We have included an illustration based on a £1000 account. This will follow the combined return of our morning trades by risking 1% of the trading capital per trade. The 1% risk is a variable monetary amount and will rise and fall based on the success of the calls.
We are currently up 117.32% collectively since we began recording Talking Bull on the 30th October 2019.
News
US Inflation data matches expectations
The US PCE prices index increased 0.2% for April with the annual rate at 6.3% from 6.6% previously. The core index increased 0.3% on the month with the year-on-year increase slowing to 4.9% from 5.2% with both figures in line with market expectations.
The data overall maintained an element of optimism that US inflation pressures were peaking which maintained hopes that very aggressive Fed tightening could be avoided.
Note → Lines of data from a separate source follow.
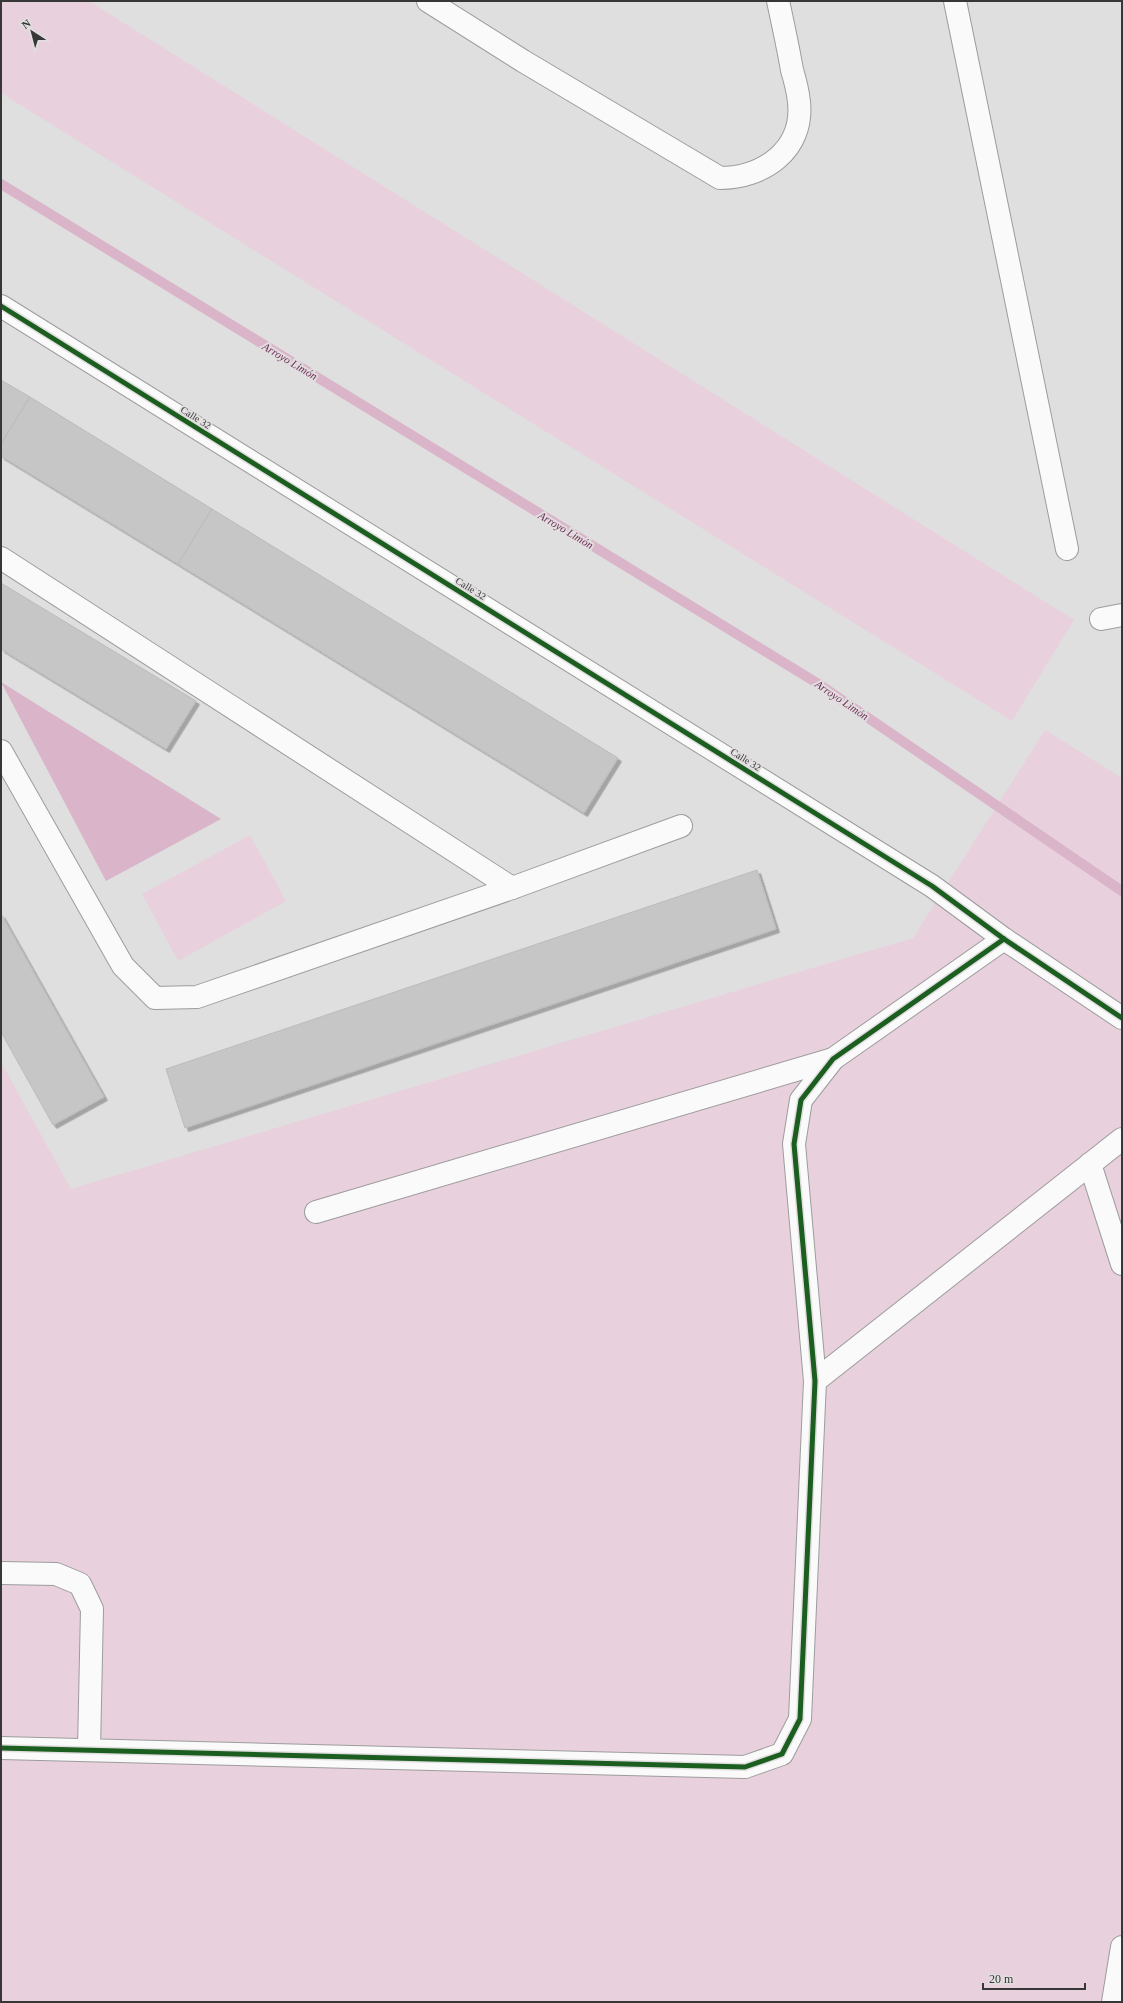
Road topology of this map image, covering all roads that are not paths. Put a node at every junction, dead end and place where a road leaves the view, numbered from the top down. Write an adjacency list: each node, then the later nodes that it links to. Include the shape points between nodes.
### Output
1 (428, 1): 2 (street, via 523,61 720,178 733,178 759,171 773,162 785,151 797,127 799,103)
2 (778, 1)
3 (954, 1): 5 (street)
4 (1, 306): 12 (street, Calle 32, via 932,886)
5 (1067, 549)
6 (1, 558): 11 (street)
7 (1122, 615): 8 (street)
8 (1101, 619)
9 (1, 751): 11 (street, via 123,966 155,998 197,997)
10 (681, 826): 11 (street)
11 (512, 888)
12 (1004, 939): 13 (street, Calle 32); 14 (street)
13 (1122, 1018)
14 (833, 1059): 17 (street); 19 (street, via 801,1100 794,1144)
15 (1122, 1139): 16 (street)
16 (1090, 1164): 18 (street); 19 (street)
17 (316, 1212)
18 (1122, 1264)
19 (815, 1381): 22 (street, via 800,1720 782,1754 745,1766)
20 (1, 1573): 22 (street, via 56,1574 80,1584 92,1609)
21 (1, 1748): 22 (street)
22 (89, 1749)
23 (1122, 1947): 24 (street)
24 (1112, 2002)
Risk appetite rallies, Wall Street gains
The latest inflation data helped underpin a tentative shift in market expectations and a firmer tone in risk appetite despite global central banks continuing to tighten monetary policy.
Wall Street equities posted gains with the Nasdaq index posting a 3.3% advance on the day.
Shanghai aiming to support the economy
Shanghai is still aiming to start a cautious re-opening of the economy on June 1st and the local authorities have also announced a 50-point package to help underpin the economy.
Tentative optimism over Chinese developments also helped underpin risk appetite on Monday and Asian equity markets posted a 3-week high.
Dollar dips to 5-week lows
A limited shift in medium-term Fed expectations, allied with rate hikes by other global central banks and a decline in US yields, undermined potential support for the US dollar.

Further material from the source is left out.